(SUPPLIED MATERIAL)
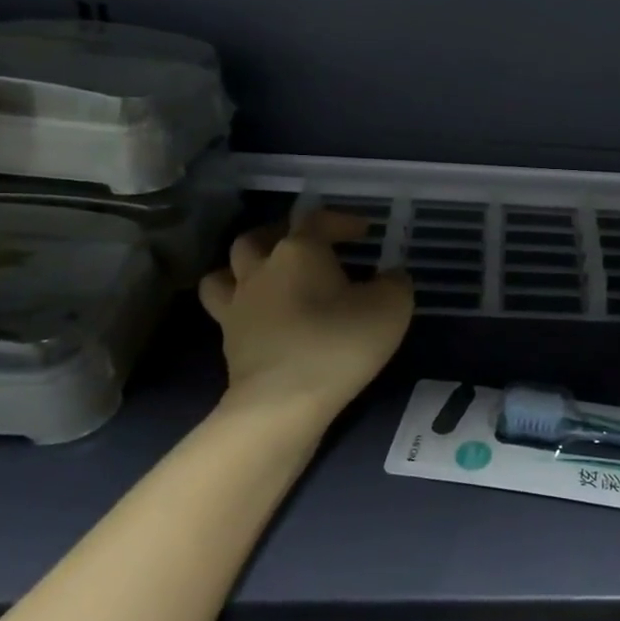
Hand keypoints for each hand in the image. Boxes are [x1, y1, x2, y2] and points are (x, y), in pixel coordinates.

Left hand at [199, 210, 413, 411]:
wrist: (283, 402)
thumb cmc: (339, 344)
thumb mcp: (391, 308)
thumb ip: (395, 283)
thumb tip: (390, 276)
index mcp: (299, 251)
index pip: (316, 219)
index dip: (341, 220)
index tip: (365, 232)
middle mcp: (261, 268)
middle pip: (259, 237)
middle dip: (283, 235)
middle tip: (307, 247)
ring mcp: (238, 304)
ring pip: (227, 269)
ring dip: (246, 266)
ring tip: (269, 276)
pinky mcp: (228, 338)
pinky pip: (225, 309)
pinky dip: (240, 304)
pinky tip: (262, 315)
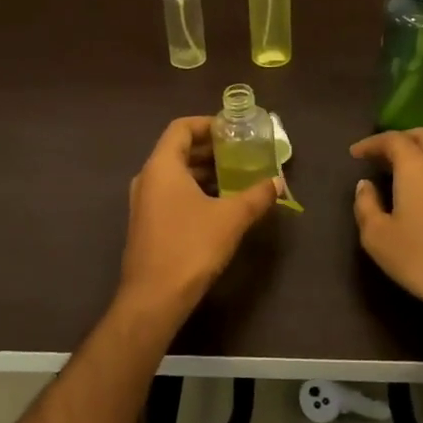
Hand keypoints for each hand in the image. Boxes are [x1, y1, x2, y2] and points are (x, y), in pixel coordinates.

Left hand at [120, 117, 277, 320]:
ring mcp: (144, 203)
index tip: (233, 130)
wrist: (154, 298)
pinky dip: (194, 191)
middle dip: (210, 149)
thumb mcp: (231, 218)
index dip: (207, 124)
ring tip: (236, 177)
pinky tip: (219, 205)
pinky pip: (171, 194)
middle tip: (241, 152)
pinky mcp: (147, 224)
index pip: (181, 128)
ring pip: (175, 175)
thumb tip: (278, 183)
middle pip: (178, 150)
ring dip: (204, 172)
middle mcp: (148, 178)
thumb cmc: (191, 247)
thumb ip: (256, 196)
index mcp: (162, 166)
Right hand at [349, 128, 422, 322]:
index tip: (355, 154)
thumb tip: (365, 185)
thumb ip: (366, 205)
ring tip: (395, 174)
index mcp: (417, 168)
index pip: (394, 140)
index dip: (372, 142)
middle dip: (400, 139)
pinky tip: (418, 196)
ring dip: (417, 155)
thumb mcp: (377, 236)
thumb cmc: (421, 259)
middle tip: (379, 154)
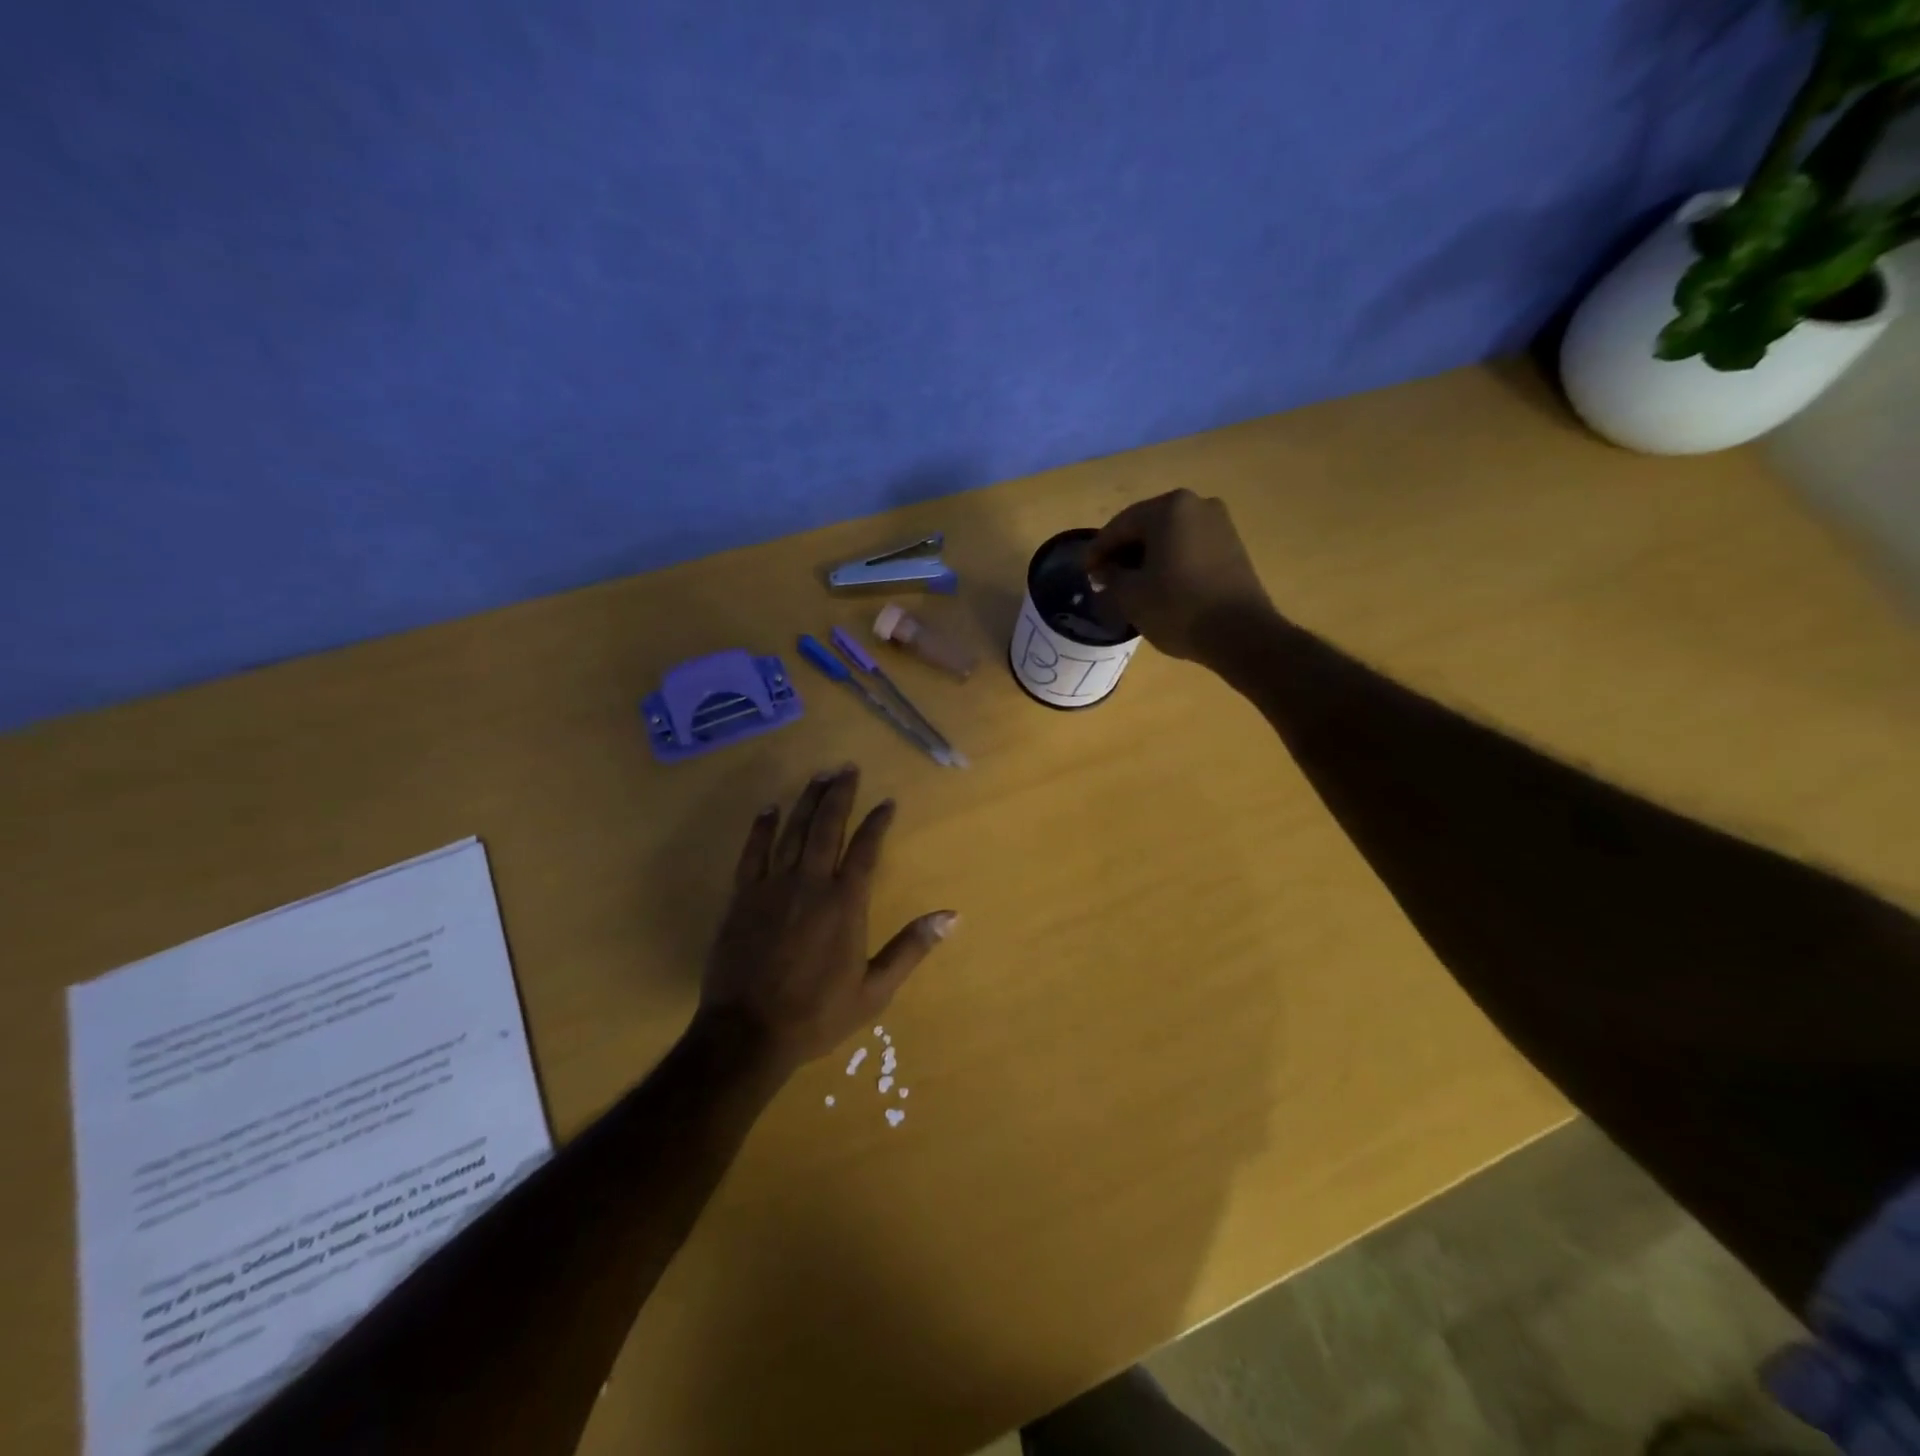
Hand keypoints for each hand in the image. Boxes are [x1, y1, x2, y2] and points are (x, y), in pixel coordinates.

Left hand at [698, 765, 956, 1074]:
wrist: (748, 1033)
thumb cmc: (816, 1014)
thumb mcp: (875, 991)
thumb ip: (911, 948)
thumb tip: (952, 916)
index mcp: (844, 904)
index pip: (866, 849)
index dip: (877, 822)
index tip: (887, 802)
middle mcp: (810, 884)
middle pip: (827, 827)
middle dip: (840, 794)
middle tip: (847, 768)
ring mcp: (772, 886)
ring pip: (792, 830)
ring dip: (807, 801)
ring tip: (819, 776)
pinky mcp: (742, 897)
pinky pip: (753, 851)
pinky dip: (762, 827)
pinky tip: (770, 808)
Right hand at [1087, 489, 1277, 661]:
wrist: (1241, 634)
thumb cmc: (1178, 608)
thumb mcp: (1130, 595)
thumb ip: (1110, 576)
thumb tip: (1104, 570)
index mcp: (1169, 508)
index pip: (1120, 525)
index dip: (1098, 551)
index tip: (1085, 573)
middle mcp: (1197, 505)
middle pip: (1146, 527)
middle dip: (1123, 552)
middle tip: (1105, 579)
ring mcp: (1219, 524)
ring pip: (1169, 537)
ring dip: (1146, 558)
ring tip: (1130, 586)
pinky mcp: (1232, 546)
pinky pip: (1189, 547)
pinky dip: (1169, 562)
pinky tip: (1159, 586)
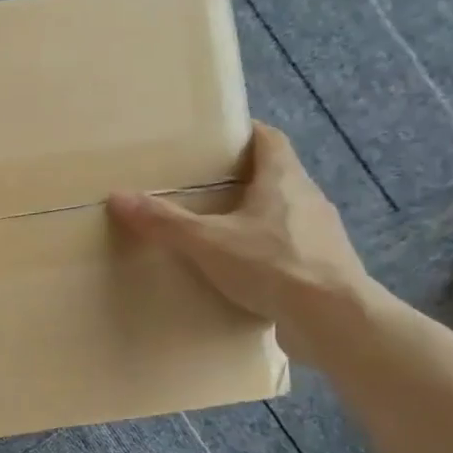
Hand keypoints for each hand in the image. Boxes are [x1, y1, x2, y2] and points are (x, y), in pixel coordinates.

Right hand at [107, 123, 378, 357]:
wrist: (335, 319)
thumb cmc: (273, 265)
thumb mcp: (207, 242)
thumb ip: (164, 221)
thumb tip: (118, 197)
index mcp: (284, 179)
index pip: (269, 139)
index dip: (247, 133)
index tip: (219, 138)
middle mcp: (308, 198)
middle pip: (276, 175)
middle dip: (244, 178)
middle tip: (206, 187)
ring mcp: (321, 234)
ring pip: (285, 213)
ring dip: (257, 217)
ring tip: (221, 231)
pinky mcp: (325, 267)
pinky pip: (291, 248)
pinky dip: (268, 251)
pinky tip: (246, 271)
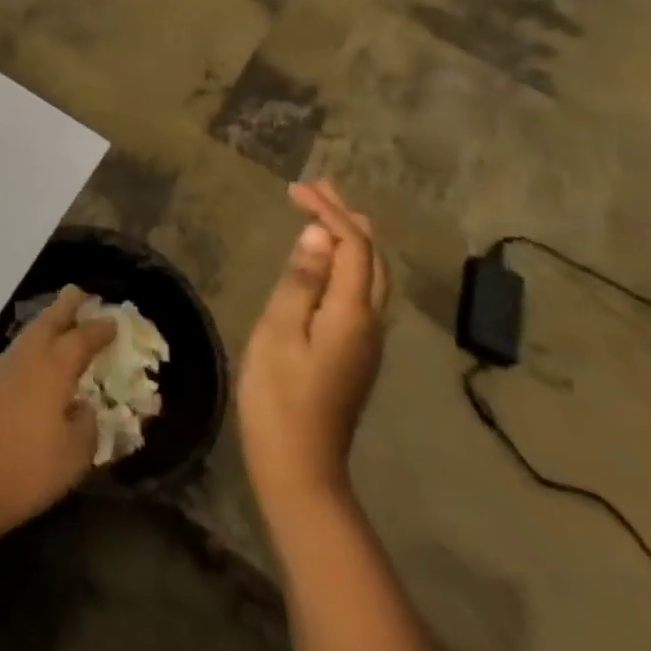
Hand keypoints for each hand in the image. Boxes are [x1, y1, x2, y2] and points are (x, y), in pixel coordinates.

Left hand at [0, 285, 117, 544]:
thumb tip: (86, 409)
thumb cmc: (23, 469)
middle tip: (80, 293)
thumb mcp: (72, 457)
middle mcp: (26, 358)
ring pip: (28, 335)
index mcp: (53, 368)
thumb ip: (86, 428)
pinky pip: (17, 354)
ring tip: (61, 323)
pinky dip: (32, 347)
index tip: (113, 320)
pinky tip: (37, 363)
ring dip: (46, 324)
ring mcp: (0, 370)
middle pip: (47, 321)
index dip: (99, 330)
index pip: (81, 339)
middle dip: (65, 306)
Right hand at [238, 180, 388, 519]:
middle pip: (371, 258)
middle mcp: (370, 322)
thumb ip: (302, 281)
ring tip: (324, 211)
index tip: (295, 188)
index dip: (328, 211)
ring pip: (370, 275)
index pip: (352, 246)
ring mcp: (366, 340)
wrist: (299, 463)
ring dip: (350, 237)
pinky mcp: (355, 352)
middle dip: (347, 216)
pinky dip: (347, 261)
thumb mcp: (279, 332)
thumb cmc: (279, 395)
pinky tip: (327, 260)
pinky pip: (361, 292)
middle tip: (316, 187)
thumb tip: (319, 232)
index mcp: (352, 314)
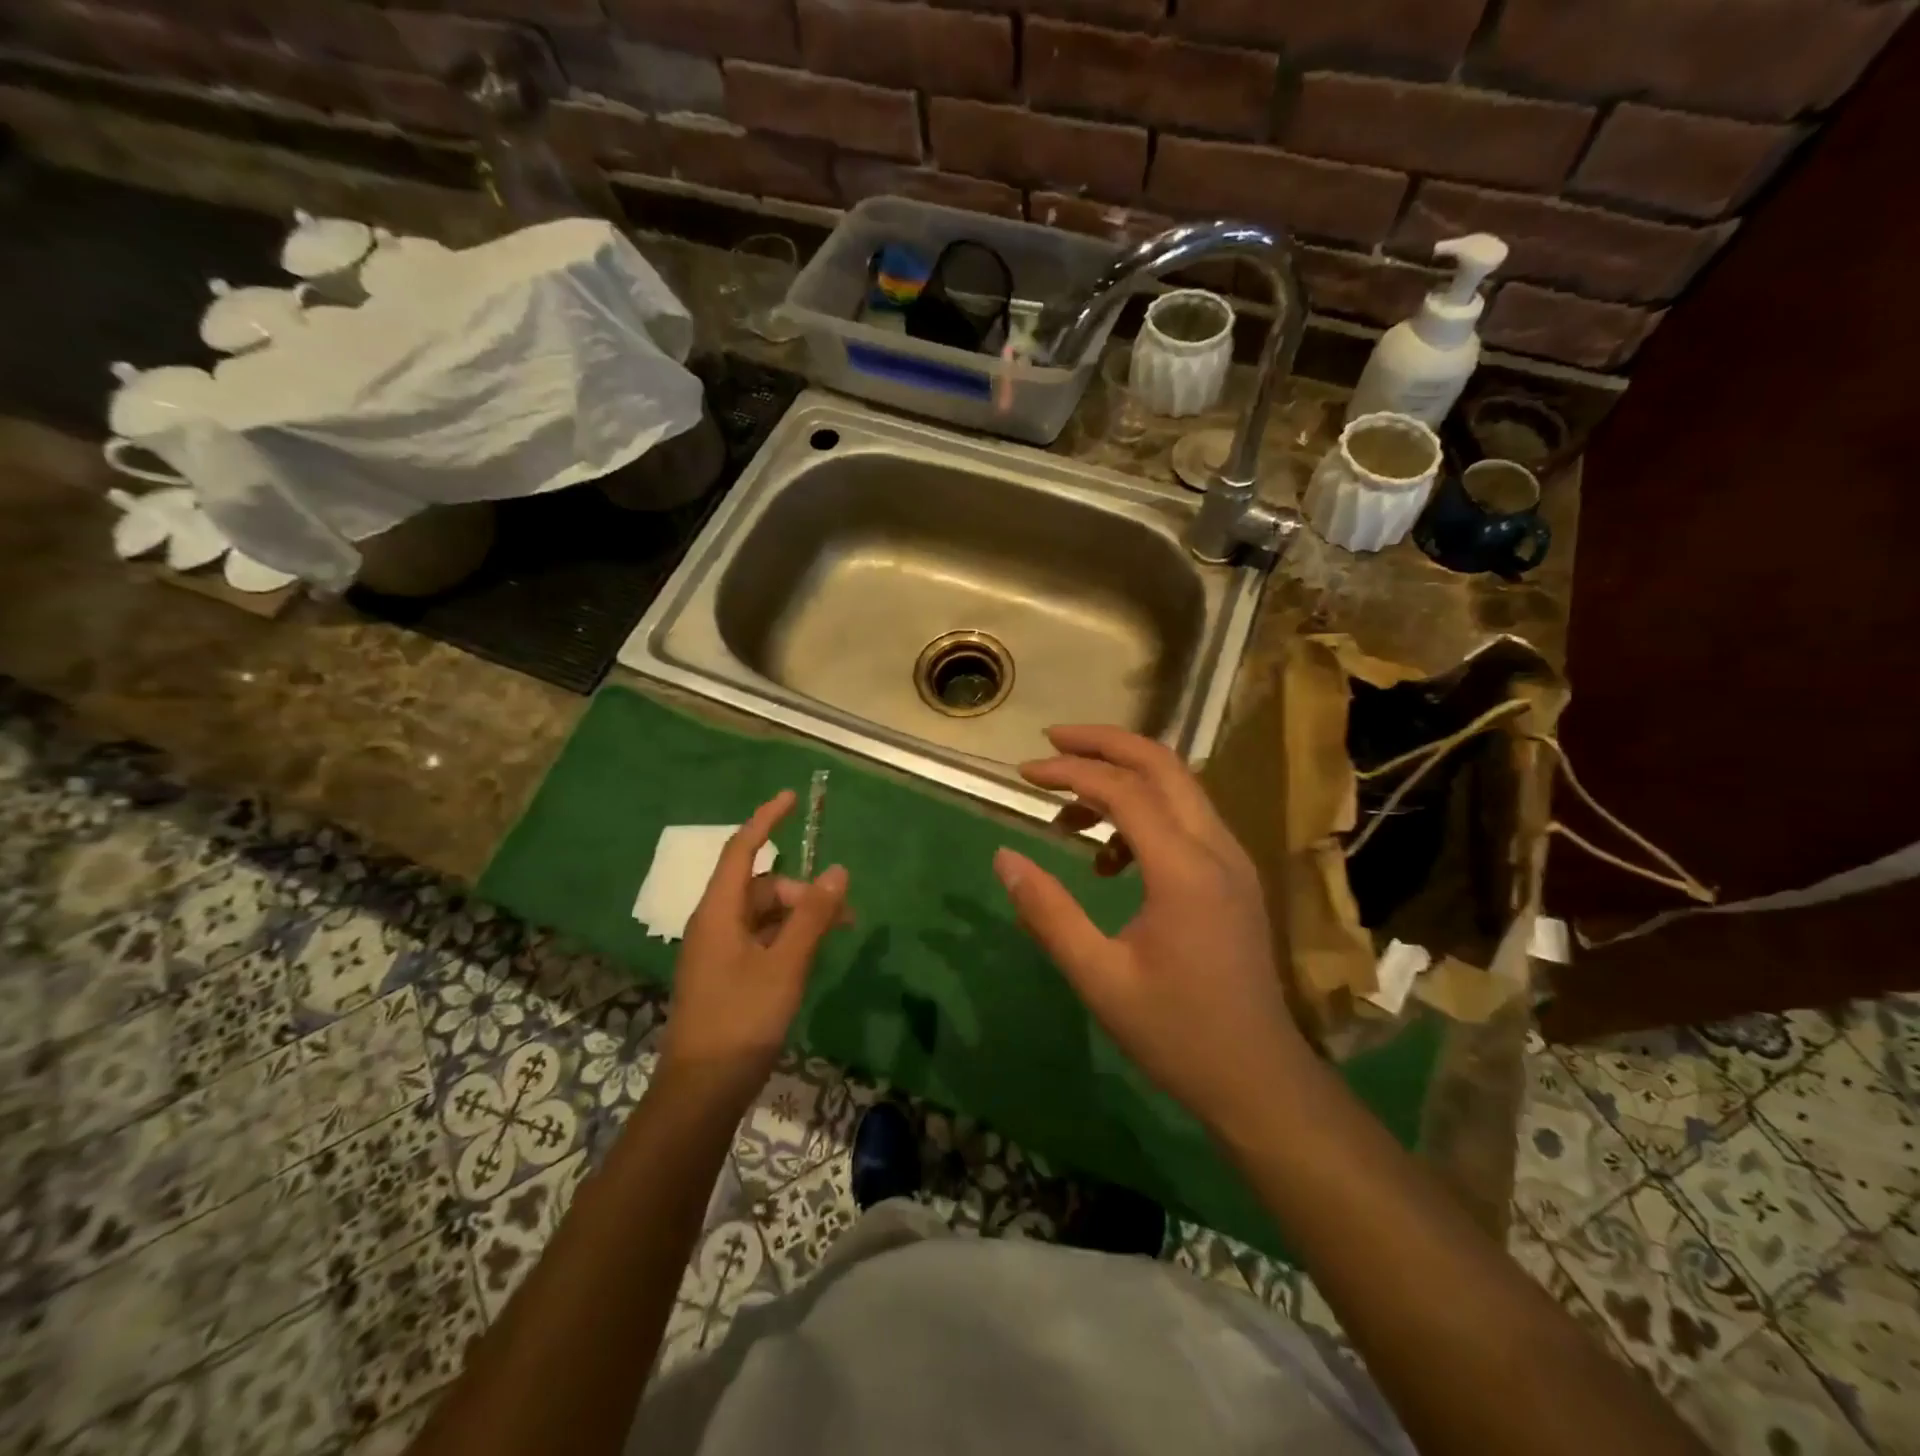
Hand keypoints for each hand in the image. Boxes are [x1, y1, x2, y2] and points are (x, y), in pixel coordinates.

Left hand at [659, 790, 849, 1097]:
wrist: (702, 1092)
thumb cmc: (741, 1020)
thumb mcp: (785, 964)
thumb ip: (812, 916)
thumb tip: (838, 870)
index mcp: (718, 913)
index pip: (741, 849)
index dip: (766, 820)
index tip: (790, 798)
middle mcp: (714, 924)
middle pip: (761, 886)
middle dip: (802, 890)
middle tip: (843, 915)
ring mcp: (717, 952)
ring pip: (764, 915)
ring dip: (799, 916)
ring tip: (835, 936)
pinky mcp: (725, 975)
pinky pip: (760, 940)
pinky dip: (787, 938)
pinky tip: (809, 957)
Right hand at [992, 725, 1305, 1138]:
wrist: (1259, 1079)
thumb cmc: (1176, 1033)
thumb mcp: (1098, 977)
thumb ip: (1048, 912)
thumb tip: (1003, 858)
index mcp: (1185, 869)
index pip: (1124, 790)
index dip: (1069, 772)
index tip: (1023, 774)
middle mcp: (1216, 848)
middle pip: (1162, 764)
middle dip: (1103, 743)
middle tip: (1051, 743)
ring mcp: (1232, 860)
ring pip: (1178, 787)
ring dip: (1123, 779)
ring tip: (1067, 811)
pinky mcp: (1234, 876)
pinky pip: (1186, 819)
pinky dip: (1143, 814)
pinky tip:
(End SUPPLIED MATERIAL)
_WHAT NEEDS TO BE DONE_: Each line above that has the word "Left" should be copied.

_RESULT BELOW_:
Left hand at [199, 210, 413, 411]:
Left hand at [120, 117, 277, 320]:
Left hand at [698, 765, 956, 1074]:
Left hand at [0, 285, 117, 544]:
Left hand at [659, 790, 849, 1097]:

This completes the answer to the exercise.